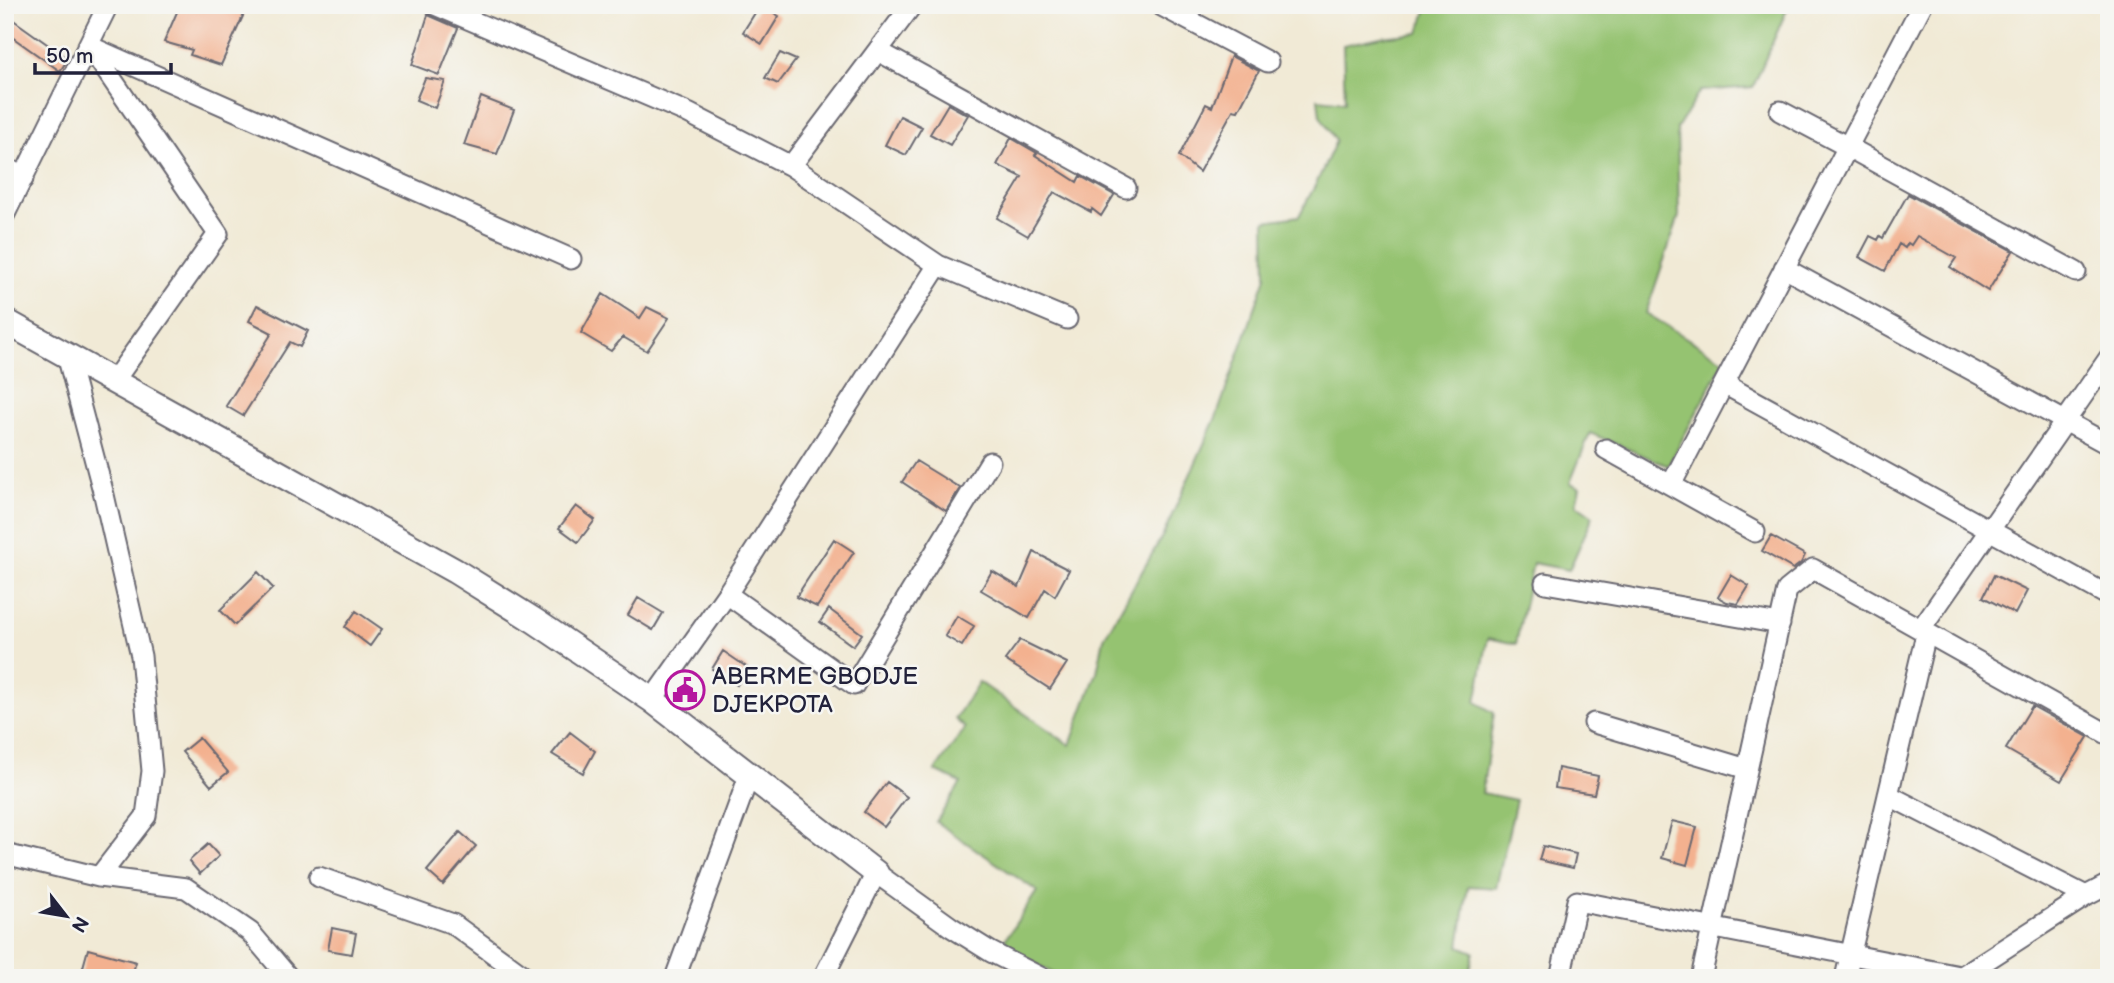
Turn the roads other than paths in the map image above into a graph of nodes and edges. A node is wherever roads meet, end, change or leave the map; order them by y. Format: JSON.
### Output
{"nodes":[{"id":1,"x":108,"y":5,"type":"edge"},
{"id":2,"x":435,"y":5,"type":"edge"},
{"id":3,"x":912,"y":5,"type":"edge"},
{"id":4,"x":1160,"y":5,"type":"edge"},
{"id":5,"x":1922,"y":5,"type":"edge"},
{"id":6,"x":89,"y":46,"type":"junction"},
{"id":7,"x":878,"y":51,"type":"junction"},
{"id":8,"x":1268,"y":62,"type":"dead end"},
{"id":9,"x":1780,"y":111,"type":"dead end"},
{"id":10,"x":1848,"y":146,"type":"junction"},
{"id":11,"x":5,"y":166,"type":"edge"},
{"id":12,"x":791,"y":166,"type":"junction"},
{"id":13,"x":23,"y":179,"type":"junction"},
{"id":14,"x":1126,"y":188,"type":"dead end"},
{"id":15,"x":5,"y":214,"type":"edge"},
{"id":16,"x":571,"y":259,"type":"dead end"},
{"id":17,"x":938,"y":265,"type":"junction"},
{"id":18,"x":1784,"y":268,"type":"junction"},
{"id":19,"x":2076,"y":272,"type":"dead end"},
{"id":20,"x":1067,"y":319,"type":"dead end"},
{"id":21,"x":5,"y":321,"type":"edge"},
{"id":22,"x":67,"y":355,"type":"junction"},
{"id":23,"x":2109,"y":358,"type":"edge"},
{"id":24,"x":114,"y":381,"type":"junction"},
{"id":25,"x":1724,"y":384,"type":"junction"},
{"id":26,"x":2066,"y":421,"type":"junction"},
{"id":27,"x":2109,"y":445,"type":"edge"},
{"id":28,"x":1606,"y":449,"type":"dead end"},
{"id":29,"x":990,"y":462,"type":"dead end"},
{"id":30,"x":1671,"y":485,"type":"junction"},
{"id":31,"x":1989,"y":530,"type":"junction"},
{"id":32,"x":1755,"y":532,"type":"dead end"},
{"id":33,"x":1545,"y":583,"type":"dead end"},
{"id":34,"x":727,"y":594,"type":"junction"},
{"id":35,"x":2109,"y":596,"type":"edge"},
{"id":36,"x":1780,"y":624,"type":"junction"},
{"id":37,"x":1923,"y":632,"type":"junction"},
{"id":38,"x":652,"y":700,"type":"junction"},
{"id":39,"x":1594,"y":723,"type":"dead end"},
{"id":40,"x":2109,"y":735,"type":"edge"},
{"id":41,"x":1747,"y":769,"type":"junction"},
{"id":42,"x":750,"y":776,"type":"junction"},
{"id":43,"x":1888,"y":795,"type":"junction"},
{"id":44,"x":5,"y":854,"type":"edge"},
{"id":45,"x":876,"y":873,"type":"junction"},
{"id":46,"x":99,"y":877,"type":"junction"},
{"id":47,"x":319,"y":877,"type":"dead end"},
{"id":48,"x":2109,"y":884,"type":"edge"},
{"id":49,"x":2086,"y":896,"type":"junction"},
{"id":50,"x":1712,"y":927,"type":"junction"},
{"id":51,"x":1851,"y":954,"type":"junction"},
{"id":52,"x":1966,"y":977,"type":"edge"},
{"id":53,"x":289,"y":978,"type":"edge"},
{"id":54,"x":527,"y":978,"type":"edge"},
{"id":55,"x":675,"y":978,"type":"edge"},
{"id":56,"x":823,"y":978,"type":"edge"},
{"id":57,"x":1042,"y":978,"type":"edge"},
{"id":58,"x":1560,"y":978,"type":"edge"},
{"id":59,"x":1701,"y":978,"type":"edge"},
{"id":60,"x":1845,"y":978,"type":"edge"}],
"edges":[{"from":1,"to":6,"type":"street"},
{"from":2,"to":12,"type":"street"},
{"from":3,"to":7,"type":"street"},
{"from":4,"to":8,"type":"street"},
{"from":5,"to":10,"type":"street"},
{"from":6,"to":13,"type":"street"},
{"from":6,"to":16,"type":"street"},
{"from":6,"to":24,"type":"street"},
{"from":7,"to":12,"type":"street"},
{"from":7,"to":14,"type":"street"},
{"from":9,"to":10,"type":"street"},
{"from":10,"to":18,"type":"street"},
{"from":10,"to":19,"type":"street"},
{"from":11,"to":13,"type":"street"},
{"from":12,"to":17,"type":"street"},
{"from":13,"to":15,"type":"street"},
{"from":17,"to":20,"type":"street"},
{"from":17,"to":34,"type":"street"},
{"from":18,"to":25,"type":"street"},
{"from":18,"to":26,"type":"street"},
{"from":21,"to":22,"type":"street"},
{"from":22,"to":24,"type":"street"},
{"from":22,"to":46,"type":"street"},
{"from":23,"to":26,"type":"street"},
{"from":24,"to":38,"type":"street"},
{"from":25,"to":30,"type":"street"},
{"from":25,"to":31,"type":"street"},
{"from":26,"to":27,"type":"street"},
{"from":26,"to":31,"type":"street"},
{"from":28,"to":30,"type":"street"},
{"from":29,"to":34,"type":"street"},
{"from":30,"to":32,"type":"street"},
{"from":31,"to":35,"type":"street"},
{"from":31,"to":37,"type":"street"},
{"from":33,"to":36,"type":"street"},
{"from":34,"to":38,"type":"street"},
{"from":36,"to":37,"type":"street"},
{"from":36,"to":41,"type":"street"},
{"from":37,"to":40,"type":"street"},
{"from":37,"to":43,"type":"street"},
{"from":38,"to":42,"type":"street"},
{"from":39,"to":41,"type":"street"},
{"from":41,"to":50,"type":"street"},
{"from":42,"to":45,"type":"street"},
{"from":42,"to":55,"type":"street"},
{"from":43,"to":49,"type":"street"},
{"from":43,"to":51,"type":"street"},
{"from":44,"to":46,"type":"street"},
{"from":45,"to":56,"type":"street"},
{"from":45,"to":57,"type":"street"},
{"from":46,"to":53,"type":"street"},
{"from":47,"to":54,"type":"street"},
{"from":48,"to":49,"type":"street"},
{"from":49,"to":52,"type":"street"},
{"from":50,"to":51,"type":"street"},
{"from":50,"to":58,"type":"street"},
{"from":50,"to":59,"type":"street"},
{"from":51,"to":52,"type":"street"},
{"from":51,"to":60,"type":"street"}]}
+++
▶ [Problem to solve]
Copy out each record word for word and omit any pictures.

▶ [Reply to the exercise]
Turn the roads other than paths in the map image above into a graph of nodes and edges. A node is wherever roads meet, end, change or leave the map; order them by y. Format: JSON.
### Output
{"nodes":[{"id":1,"x":108,"y":5,"type":"edge"},
{"id":2,"x":435,"y":5,"type":"edge"},
{"id":3,"x":912,"y":5,"type":"edge"},
{"id":4,"x":1160,"y":5,"type":"edge"},
{"id":5,"x":1922,"y":5,"type":"edge"},
{"id":6,"x":89,"y":46,"type":"junction"},
{"id":7,"x":878,"y":51,"type":"junction"},
{"id":8,"x":1268,"y":62,"type":"dead end"},
{"id":9,"x":1780,"y":111,"type":"dead end"},
{"id":10,"x":1848,"y":146,"type":"junction"},
{"id":11,"x":5,"y":166,"type":"edge"},
{"id":12,"x":791,"y":166,"type":"junction"},
{"id":13,"x":23,"y":179,"type":"junction"},
{"id":14,"x":1126,"y":188,"type":"dead end"},
{"id":15,"x":5,"y":214,"type":"edge"},
{"id":16,"x":571,"y":259,"type":"dead end"},
{"id":17,"x":938,"y":265,"type":"junction"},
{"id":18,"x":1784,"y":268,"type":"junction"},
{"id":19,"x":2076,"y":272,"type":"dead end"},
{"id":20,"x":1067,"y":319,"type":"dead end"},
{"id":21,"x":5,"y":321,"type":"edge"},
{"id":22,"x":67,"y":355,"type":"junction"},
{"id":23,"x":2109,"y":358,"type":"edge"},
{"id":24,"x":114,"y":381,"type":"junction"},
{"id":25,"x":1724,"y":384,"type":"junction"},
{"id":26,"x":2066,"y":421,"type":"junction"},
{"id":27,"x":2109,"y":445,"type":"edge"},
{"id":28,"x":1606,"y":449,"type":"dead end"},
{"id":29,"x":990,"y":462,"type":"dead end"},
{"id":30,"x":1671,"y":485,"type":"junction"},
{"id":31,"x":1989,"y":530,"type":"junction"},
{"id":32,"x":1755,"y":532,"type":"dead end"},
{"id":33,"x":1545,"y":583,"type":"dead end"},
{"id":34,"x":727,"y":594,"type":"junction"},
{"id":35,"x":2109,"y":596,"type":"edge"},
{"id":36,"x":1780,"y":624,"type":"junction"},
{"id":37,"x":1923,"y":632,"type":"junction"},
{"id":38,"x":652,"y":700,"type":"junction"},
{"id":39,"x":1594,"y":723,"type":"dead end"},
{"id":40,"x":2109,"y":735,"type":"edge"},
{"id":41,"x":1747,"y":769,"type":"junction"},
{"id":42,"x":750,"y":776,"type":"junction"},
{"id":43,"x":1888,"y":795,"type":"junction"},
{"id":44,"x":5,"y":854,"type":"edge"},
{"id":45,"x":876,"y":873,"type":"junction"},
{"id":46,"x":99,"y":877,"type":"junction"},
{"id":47,"x":319,"y":877,"type":"dead end"},
{"id":48,"x":2109,"y":884,"type":"edge"},
{"id":49,"x":2086,"y":896,"type":"junction"},
{"id":50,"x":1712,"y":927,"type":"junction"},
{"id":51,"x":1851,"y":954,"type":"junction"},
{"id":52,"x":1966,"y":977,"type":"edge"},
{"id":53,"x":289,"y":978,"type":"edge"},
{"id":54,"x":527,"y":978,"type":"edge"},
{"id":55,"x":675,"y":978,"type":"edge"},
{"id":56,"x":823,"y":978,"type":"edge"},
{"id":57,"x":1042,"y":978,"type":"edge"},
{"id":58,"x":1560,"y":978,"type":"edge"},
{"id":59,"x":1701,"y":978,"type":"edge"},
{"id":60,"x":1845,"y":978,"type":"edge"}],
"edges":[{"from":1,"to":6,"type":"street"},
{"from":2,"to":12,"type":"street"},
{"from":3,"to":7,"type":"street"},
{"from":4,"to":8,"type":"street"},
{"from":5,"to":10,"type":"street"},
{"from":6,"to":13,"type":"street"},
{"from":6,"to":16,"type":"street"},
{"from":6,"to":24,"type":"street"},
{"from":7,"to":12,"type":"street"},
{"from":7,"to":14,"type":"street"},
{"from":9,"to":10,"type":"street"},
{"from":10,"to":18,"type":"street"},
{"from":10,"to":19,"type":"street"},
{"from":11,"to":13,"type":"street"},
{"from":12,"to":17,"type":"street"},
{"from":13,"to":15,"type":"street"},
{"from":17,"to":20,"type":"street"},
{"from":17,"to":34,"type":"street"},
{"from":18,"to":25,"type":"street"},
{"from":18,"to":26,"type":"street"},
{"from":21,"to":22,"type":"street"},
{"from":22,"to":24,"type":"street"},
{"from":22,"to":46,"type":"street"},
{"from":23,"to":26,"type":"street"},
{"from":24,"to":38,"type":"street"},
{"from":25,"to":30,"type":"street"},
{"from":25,"to":31,"type":"street"},
{"from":26,"to":27,"type":"street"},
{"from":26,"to":31,"type":"street"},
{"from":28,"to":30,"type":"street"},
{"from":29,"to":34,"type":"street"},
{"from":30,"to":32,"type":"street"},
{"from":31,"to":35,"type":"street"},
{"from":31,"to":37,"type":"street"},
{"from":33,"to":36,"type":"street"},
{"from":34,"to":38,"type":"street"},
{"from":36,"to":37,"type":"street"},
{"from":36,"to":41,"type":"street"},
{"from":37,"to":40,"type":"street"},
{"from":37,"to":43,"type":"street"},
{"from":38,"to":42,"type":"street"},
{"from":39,"to":41,"type":"street"},
{"from":41,"to":50,"type":"street"},
{"from":42,"to":45,"type":"street"},
{"from":42,"to":55,"type":"street"},
{"from":43,"to":49,"type":"street"},
{"from":43,"to":51,"type":"street"},
{"from":44,"to":46,"type":"street"},
{"from":45,"to":56,"type":"street"},
{"from":45,"to":57,"type":"street"},
{"from":46,"to":53,"type":"street"},
{"from":47,"to":54,"type":"street"},
{"from":48,"to":49,"type":"street"},
{"from":49,"to":52,"type":"street"},
{"from":50,"to":51,"type":"street"},
{"from":50,"to":58,"type":"street"},
{"from":50,"to":59,"type":"street"},
{"from":51,"to":52,"type":"street"},
{"from":51,"to":60,"type":"street"}]}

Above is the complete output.